- Theatrical release poster
- Spanish: Anatema
- Directed by: Jimina Sabadú
- Screenplay by: Jimina Sabadú; Elio Quiroga;
- Produced by: Álex de la Iglesia; Carolina Bang;
- Starring: Leonor Watling; Pablo Derqui; Jaime Ordóñez; Keren Hapuc; Juan Codina; Margarita Lascoiti; Juan Manuel Montilla 'El Langui';
- Cinematography: Luis Ángel Pérez
- Music by: Vanessa Garde
- Production companies: Pokeepsie Films; The Fear Collection IV AIE;
- Distributed by: Sony Pictures International Productions
- Release dates: 2 November 2024 (LBFF); 8 November 2024 (Spain);
- Country: Spain
- Language: Spanish

= Anathema (film) =

Anathema (Anatema) is a 2024 Spanish Gothic horror film directed by Jimina Sabadú (in her directorial debut feature) and written by Sabadú and Elio Quiroga.
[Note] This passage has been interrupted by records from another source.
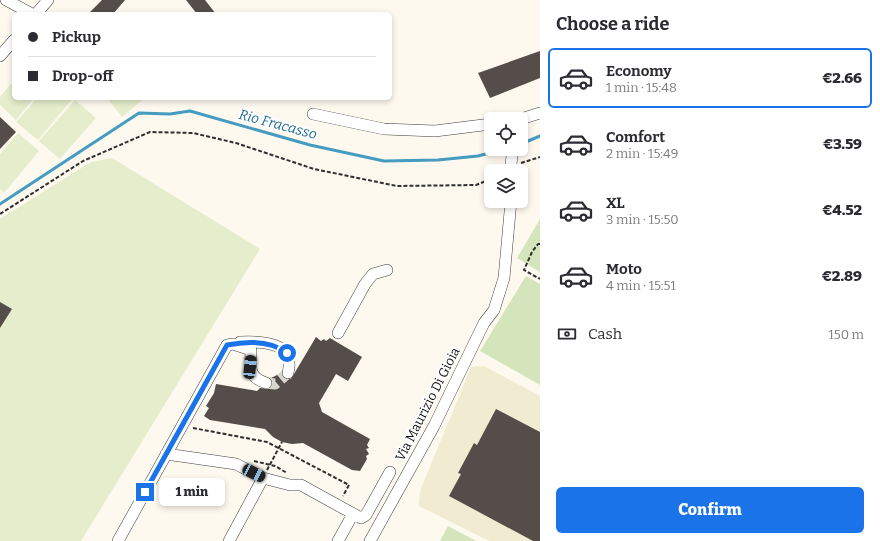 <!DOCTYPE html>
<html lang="en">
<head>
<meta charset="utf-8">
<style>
  body { margin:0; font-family:Bitter,serif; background:#f2f2f3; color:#2b2b33; height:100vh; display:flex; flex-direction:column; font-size:15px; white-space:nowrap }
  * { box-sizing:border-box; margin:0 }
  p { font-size:13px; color:#7c7c81 }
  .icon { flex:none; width:22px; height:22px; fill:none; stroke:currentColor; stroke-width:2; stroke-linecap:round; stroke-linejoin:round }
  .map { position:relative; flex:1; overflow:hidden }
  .side { display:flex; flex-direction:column; background:#fff; width:340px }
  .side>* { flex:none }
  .top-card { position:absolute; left:12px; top:12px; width:380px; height:88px; border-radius:6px; box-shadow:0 2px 6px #0003; display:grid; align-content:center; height:88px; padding:0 16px; background:#fff }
  .tools { position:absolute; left:484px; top:112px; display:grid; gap:8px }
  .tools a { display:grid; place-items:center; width:44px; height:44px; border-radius:6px; background:#fff; box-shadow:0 2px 6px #0003; font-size:20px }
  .end { position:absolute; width:18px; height:18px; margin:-9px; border:5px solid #1a73e8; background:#fff; box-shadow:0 0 0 2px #fff }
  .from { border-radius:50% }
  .bubble { position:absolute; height:28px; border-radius:6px; background:#fff; box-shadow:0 2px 6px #0003; font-size:13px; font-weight:800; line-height:28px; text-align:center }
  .car { position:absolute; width:12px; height:24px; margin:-12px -6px; border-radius:5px; box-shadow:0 0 3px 1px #0007; background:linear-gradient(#222 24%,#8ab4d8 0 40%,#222 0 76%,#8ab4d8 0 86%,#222 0) }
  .top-card b { display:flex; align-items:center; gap:14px; height:38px; font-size:15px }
  .top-card b+b { border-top:1px solid #e1e1e2 }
  .top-card i { width:10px; height:10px; background:#2b2b33 }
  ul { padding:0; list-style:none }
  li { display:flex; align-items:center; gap:12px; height:60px; margin:0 8px 6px; padding:0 8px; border:2px solid transparent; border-radius:6px }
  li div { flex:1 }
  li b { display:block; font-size:15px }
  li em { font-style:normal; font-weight:800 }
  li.active { border-color:#1a73e8 }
  li>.icon { width:36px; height:36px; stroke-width:1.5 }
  h2 { padding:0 16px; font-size:18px; line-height:48px }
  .pay { display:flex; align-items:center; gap:10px; height:44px; padding:0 16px; font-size:15px }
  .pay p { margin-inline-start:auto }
  .action { display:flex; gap:8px; margin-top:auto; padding:8px 16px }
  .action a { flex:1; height:46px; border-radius:6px; background:#1a73e8; color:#fff; font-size:16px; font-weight:800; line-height:46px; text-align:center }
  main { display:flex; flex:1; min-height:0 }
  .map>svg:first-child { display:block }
</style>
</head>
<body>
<main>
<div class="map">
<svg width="540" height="541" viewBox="0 0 540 541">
  <rect width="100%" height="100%" fill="#fdf9ef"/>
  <path fill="#f1ebd1" d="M484,366L540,396V541H489L419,506L420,491L471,367Z"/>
  <path fill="#d5e5bb" d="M540,219V272L517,258Z
    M526,276L540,284V385L480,351Z
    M448,526L476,541H440Z"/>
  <path fill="#e5edcc" d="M14,80V98H34L16,120L0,105V97Z
    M37,98H73L38,140L16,122Z
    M107,98H145L122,117Z
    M75,100L96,118L60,159L39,141Z
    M18,133L39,151L4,193L0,189V154Z
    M112,158L260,249L81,541H0V219L91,162Z"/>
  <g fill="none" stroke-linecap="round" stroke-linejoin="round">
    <path stroke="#469cc0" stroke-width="3" d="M521,144L540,136
      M0,204L139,113L170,114L190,111L310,145L384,161L438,160L478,156L504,149"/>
  </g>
  <path fill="#554d4a" d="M102,0H125L113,14H88Z
    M186,0H205L216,14H197Z
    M540,51V78L490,98L478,73Z
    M0,117L16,132L0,149Z
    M0,302L12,309L0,328Z
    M316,337L321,341L324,339L326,341L330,338L362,357L348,381L336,374L319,403L322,412L370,439L367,445L369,448L366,449L369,454L366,456L367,459L360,471L352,470L303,443L292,444L282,442L273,437L265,429L210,420L204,416L209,408L206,406L214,393L216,384L257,391L260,388L270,389L273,382L271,378L281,373L284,379H291Z
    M496,409L540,432V541H533L449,496L461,474L458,473L474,443L477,445Z"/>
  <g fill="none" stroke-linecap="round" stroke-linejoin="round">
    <path stroke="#d9d6cd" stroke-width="11" stroke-dasharray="11 5.5" stroke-linecap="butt" d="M266,383L275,384L288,373"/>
    <defs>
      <path id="minor" d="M6,0L32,14
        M36,14L48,0
        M0,56L14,40
        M313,114L384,129L435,131L491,124
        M521,119L540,113
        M510,171L513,149
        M338,333L365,284L373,274L387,270
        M240,342C262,341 296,342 288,373
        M166,454L236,464L263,478
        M118,541L227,345L233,344L251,350C251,366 247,377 266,383
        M229,541L263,478L290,485H301L361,518L366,515L390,472
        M338,541L353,514
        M370,541L434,426L484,323L494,310L504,278L511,201"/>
    </defs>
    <use href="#minor" stroke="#404040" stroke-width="12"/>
    <path stroke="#2f2f2f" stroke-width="2" stroke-dasharray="4 2" stroke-linecap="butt" d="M521,163L540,157
      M0,214L83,161L150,132L193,133L236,143L314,169L397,186L476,185L491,179
      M540,244H538L532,252L524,270L540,279
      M193,428L267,442L349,485L343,496
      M254,461L275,466L287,473
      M267,470L282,442"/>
    <use href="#minor" stroke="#fff" stroke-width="11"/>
  </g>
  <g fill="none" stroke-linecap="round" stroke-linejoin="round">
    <path stroke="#1a73e8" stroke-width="5" d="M145,492L227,345C247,341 270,340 287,353"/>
  </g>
  <g text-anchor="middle" stroke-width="4" stroke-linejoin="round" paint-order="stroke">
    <g font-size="13" fill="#0d0d0d" stroke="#fff">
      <text transform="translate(427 404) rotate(-63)" y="5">Via Maurizio Di Gioia</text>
    </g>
    <g font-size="14" font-style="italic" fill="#226e93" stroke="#fff">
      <text transform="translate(278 124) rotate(15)" y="5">Rio Fracasso</text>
    </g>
  </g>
</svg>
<div class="tools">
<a><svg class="icon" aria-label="locate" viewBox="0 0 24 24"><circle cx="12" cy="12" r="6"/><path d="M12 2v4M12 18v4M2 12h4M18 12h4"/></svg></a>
<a><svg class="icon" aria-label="layers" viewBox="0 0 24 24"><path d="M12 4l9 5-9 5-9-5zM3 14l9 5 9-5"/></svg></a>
</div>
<i class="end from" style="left:287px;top:353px"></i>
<i class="end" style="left:145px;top:492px"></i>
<div class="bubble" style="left:159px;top:478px;width:66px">1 min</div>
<i class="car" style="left:250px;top:367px;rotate:6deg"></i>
<i class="car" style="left:254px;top:473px;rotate:117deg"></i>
<div class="top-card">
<b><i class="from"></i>Pickup</b>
<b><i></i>Drop-off</b>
</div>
</div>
<section class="side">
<h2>Choose a ride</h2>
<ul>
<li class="active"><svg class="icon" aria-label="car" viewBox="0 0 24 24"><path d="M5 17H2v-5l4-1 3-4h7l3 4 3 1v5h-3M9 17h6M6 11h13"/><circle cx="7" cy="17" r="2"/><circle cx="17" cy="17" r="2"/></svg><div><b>Economy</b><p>1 min · 15:48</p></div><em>€2.66</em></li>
<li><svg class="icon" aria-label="car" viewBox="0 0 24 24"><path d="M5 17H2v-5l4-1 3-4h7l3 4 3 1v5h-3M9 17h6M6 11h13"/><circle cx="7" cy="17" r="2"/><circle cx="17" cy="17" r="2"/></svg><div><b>Comfort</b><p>2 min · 15:49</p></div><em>€3.59</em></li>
<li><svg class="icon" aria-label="car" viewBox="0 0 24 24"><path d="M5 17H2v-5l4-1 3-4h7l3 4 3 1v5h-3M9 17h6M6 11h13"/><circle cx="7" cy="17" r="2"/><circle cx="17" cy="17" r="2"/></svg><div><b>XL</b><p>3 min · 15:50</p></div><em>€4.52</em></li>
<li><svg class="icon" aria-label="car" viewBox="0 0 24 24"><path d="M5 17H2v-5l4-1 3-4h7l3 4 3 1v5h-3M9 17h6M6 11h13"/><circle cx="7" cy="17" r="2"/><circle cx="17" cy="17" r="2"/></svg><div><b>Moto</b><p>4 min · 15:51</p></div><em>€2.89</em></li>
</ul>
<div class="pay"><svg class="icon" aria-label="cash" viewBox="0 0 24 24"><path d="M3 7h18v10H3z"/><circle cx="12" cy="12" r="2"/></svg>Cash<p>150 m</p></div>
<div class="action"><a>Confirm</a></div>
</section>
</main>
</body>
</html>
It stars Leonor Watling alongside Pablo Derqui, Keren Hapuc, and Jaime Ordóñez.

== Plot ==
Acting on behalf of the Archdiocese, hard-boiled nun sor Juana gets into a church in Old Madrid built over a maze of underground passages, finding that Evil has taken root.

== Production ==
The screenplay was written by Jimina Sabadú and Elio Quiroga. Sabadú stated that the film "is a story of Gothic horror with roots rooted in the most ancestral Madrid, that of passages and lost architectures". The film is a Pokeepsie Films production, and it had the association of Sony Pictures International Productions and the participation of Prime Video. It was lensed by Luis Ángel Pérez. Shooting locations in Madrid and Bizkaia included Bilbao and the Pozalagua Cave in Karrantza.

== Release ==
The film was selected for a special screening at Tokyo's Latin Beat Film Festival (LBFF) on 2 November 2024. It is scheduled to be released theatrically in Spain on 8 November 2024.

== Reception ==
Carmen L. Lobo of La Razón rated the film 3 out of 5 stars, positively highlighting Watling's dedicated performance and the supernatural entities' looks, while negatively mentioning some somewhat jarring lines and mawkish ending.

Philipp Engel of Cinemanía rated the film 3½ out of 5 stars, writing that "all is well on its costumbrista side", which can be encapsulated in the phrase "blacker than Pantoja's hair", pronounced by one of the characters.